The Dutch pension regulator and central bank DNB wants corporate pension funds to increase their efforts to secure durable pension systems, DNB director  Arnold Schilder has said.

Speaking in Scheveningen yesterday, Schilder stressed the need for cost-saving measures and increased efforts to comply with governance requirements.

Moreover, he urged pension funds again to implement a 'continuity analysis', part of the new financial assessment framework nFTK, as a way of gaining insight into the financial effects of unexpected events during the next 15 years.

“At the beginning of this century, a number of steps have been made towards improving the operational framework with the introduction of the Pension Act and the Financial Assessment Framework (FTK),” he said, adding this operational framework now needs to be filled in.

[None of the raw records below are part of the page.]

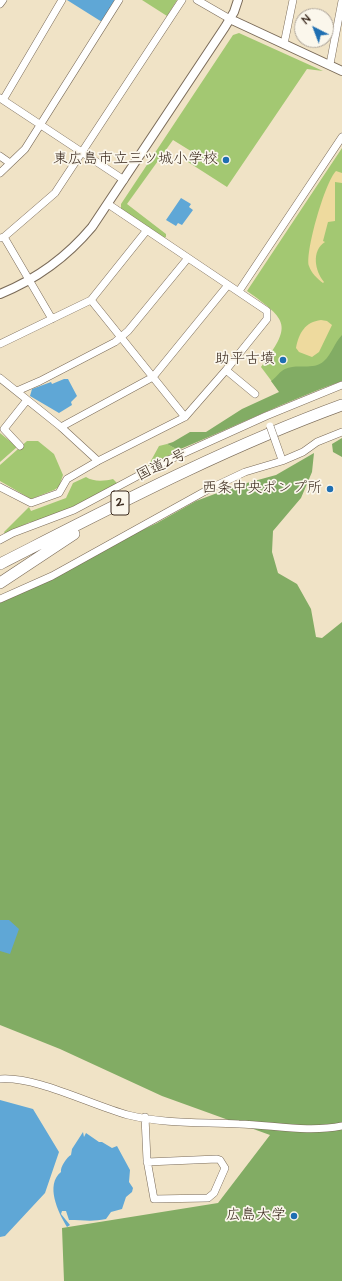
<!DOCTYPE html>
<html>
<head>
<meta charset="utf-8">
<style>
  body { margin:0 }
  #map { position:relative; width:342px; height:1281px; overflow:hidden; background:#f0e3c6; font-family:"Architects Daughter",sans-serif }
  canvas { display:block }
  .north { position:absolute; left:294px; top:8px; width:40px; height:40px; box-sizing:border-box; background:#fbf7ec; border:1px solid #aea59a; border-radius:50%; rotate:318deg; font-size:11px; font-weight:700; line-height:16px; text-align:center; color:#3b2a1e }
  .north::after { content:''; display:block; margin:auto; width:14px; height:18px; background:#1f6fb2; clip-path:polygon(50% 0,100% 100%,50% 72%,0 100%) }
</style>
</head>
<body>
<div id="map">
<canvas width="342" height="1281"></canvas>
<div class="north">N</div>
</div>
<script>
const c = document.querySelector('canvas').getContext('2d');
c.lineJoin = 'round';
function fillPath(path, color) { c.fillStyle = color; c.fill(path, 'evenodd'); }
function strokePath(path, color, width, dash) { c.strokeStyle = color; c.lineWidth = width; c.lineCap = dash ? 'butt' : 'round'; c.setLineDash(dash || []); c.stroke(path); }
function drawText(font, color, halo, rows, align = 'center') {
  c.font = font + ' "Architects Daughter","Klee One",sans-serif'; c.lineWidth = 3.5; c.setLineDash([]); c.textBaseline = 'middle'; c.strokeStyle = halo; c.fillStyle = color; for (const [text, x, y, turn = 0] of rows) {
    c.save(); c.translate(x, y); c.rotate((+turn || 0) * Math.PI / 180); c.textAlign = isNaN(turn) ? turn : align; if (halo) c.strokeText(text, 0, 0); c.fillText(text, 0, 0); c.restore();
  }
}
const green = new Path2D(`
  M142 0H177L167 16Z
  M239 33 323 71 307 69 227 187 188 162 194 153 173 140 127 204 166 234V237L164 238 121 209V204L233 35Z
  M342 148V376L279 391 261 367C292 325 289 321 247 291Z
  M0 433 17 447 0 462Z
  M27 441H38L54 454 63 475 59 487 54 490 31 499 0 481V465Z
  M167 444 178 450 147 468 159 446Z
  M86 477C93 482 105 481 113 479L118 484 93 499 34 524 30 522 5 534 4 532 29 507 31 511 66 498 73 483Z`);
const forest = new Path2D(`
  M342 335V381C286 401 232 428 178 450L167 444 173 442 190 432H206L242 409 279 392 271 381C277 377 280 371 285 369 297 363 313 371 324 361 332 354 334 343 342 335Z
  M342 438V457L333 452 332 444Z
  M314 453 312 472 301 498 273 531 272 552 278 573 297 584 311 609 316 637 322 638 342 622V1281H64L62 1228 218 1203 270 1135 162 1096 60 1049 0 1025V603L69 565 157 523 196 501 236 486 276 475Z`);
const sand = new Path2D(`
  M336 171 342 173V183L335 182V221L328 222 323 241 325 242C311 251 315 271 324 282L323 283C318 279 311 273 309 266 305 252 325 182 336 171Z
  M321 320 327 321 332 325 319 352 312 357 299 352 296 348C299 333 305 322 321 320Z`);
const water = new Path2D(`
  M67 0H116L102 22Z
  M181 198 191 204 189 207 193 210 182 225 178 223 176 226 166 220Z
  M64 379H68L77 396 71 402 72 405 59 413 30 396 32 389 51 382 52 384Z
  M0 920H9L19 929 10 954 0 951Z
  M0 1100 33 1109 59 1152 45 1193 5 1236 0 1237Z
  M83 1132 84 1137 86 1133 99 1142H102L112 1148 117 1146 130 1170 129 1182 133 1188 132 1192 126 1197 122 1209 111 1212 106 1219C92 1222 83 1220 69 1220L66 1211H62L61 1214 70 1225 67 1227C58 1212 45 1185 61 1172 60 1167 67 1157 71 1155L72 1149Z`);
const minor = new Path2D(`
  M197 0 230 19
  M0 4 3 0
  M284 44 293 0
  M330 64 342 1
  M0 98 124 180
  M3 100 62 0
  M0 156 10 163
  M0 173 25 149 119 0
  M4 237 52 319
  M0 238 4 237 55 193 182 0
  M239 291 342 137
  M91 300 185 417
  M0 344 91 300 147 230
  M226 370 255 394
  M0 378 61 427 98 461
  M17 391 40 381 115 342 128 331 188 258
  M61 427 153 377 228 285
  M20 446 4 429 27 400
  M0 487 31 503 59 493 67 479 98 461 185 417 226 370 267 319V311L108 204
  M0 540 13 533 74 510 162 463 266 416 342 385
  M0 599 52 576 209 489 245 472 282 461 303 452 317 442 342 432
  M0 1079C36 1076 91 1105 128 1115 164 1124 202 1122 239 1124 273 1125 308 1133 342 1126
  M145 1117 147 1160 154 1199 208 1198 214 1193 225 1168 220 1160 217 1159 147 1162`);
const tertiary = new Path2D(`
  M230 19 342 71
  M0 294C37 279 66 258 92 227L225 27 234 12 238 0`);
const trunk = new Path2D(`
  M0 564C112 507 224 448 342 405
  M0 583 74 534`);
const minorBridge = new Path2D(`
  M270 426 281 457`);
const markers = [
  [226,160,4,"#1f6fb2"],
  [283,360,4,"#1f6fb2"],
  [330,489,4,"#1f6fb2"],
  [294,1216,4,"#1f6fb2"]
];
const shields = [
  [120,503,18]
];
const shieldNames = [
  ["2",120,503]
];
const poiNames = [
  ["東広島市立三ツ城小学校",218,160],
  ["助平古墳",275,360],
  ["西条中央ポンプ所",322,489],
  ["広島大学",286,1216]
];
const streetNames = [
  ["国道2号",162,466,-26]
];
fillPath(green, '#a3c872');
fillPath(forest, '#82ac64');
fillPath(sand, '#eeda9e');
fillPath(water, '#5fa7d6');
strokePath(minor, '#7a6b59', 8);
strokePath(tertiary, '#7a6b59', 10);
strokePath(trunk, '#7a6b59', 12);
strokePath(minor, '#fff', 7);
strokePath(tertiary, '#fff', 8);
strokePath(trunk, '#fff', 11);
strokePath(minorBridge, '#7a6b59', 8, []);
strokePath(minorBridge, '#fff', 7);
for (const [x, y, r, color] of markers) { const dot = new Path2D(); dot.arc(x, y, r, 0, 2 * Math.PI); c.fillStyle = color; c.fill(dot); strokePath(dot, '#fbf7ec', 1.5); }
for (const [x, y, w] of shields) { const box = new Path2D(); box.roundRect(x - w / 2, y - 12, w, 24, 3); c.fillStyle = '#fbf7ec'; c.fill(box); strokePath(box, '#3b2a1e', 1); }
drawText('bold 14px', '#3b2a1e', null, shieldNames);
drawText('15px', '#3b2a1e', '#fbf7ec', poiNames, 'right');
drawText('15px', '#3b2a1e', '#fbf7ec', streetNames);
</script>
</body>
</html>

Calling it the next hurdle, he said the DNB now expects pension funds to do their bit in the process by implementing “realistic continuity analyses, controlling costs and increased haste in the area of governance demands”.

Earlier this month, DNB director of supervisory policy, Klaas Knot told IPE the average pension fund may well be too small to be affordable in the future.

“A larger scale leads to lower costs, and many well-known academics have observed that, currently, the average [size] is possibly lower than the optimum,” he said, adding
employers with smaller funds may need to be more transparent about the added value of the fund’s relative smaller size.

Schilder echoed Knot's warning yesterday, stating cooperation among pension funds is a vital step to reduce costs.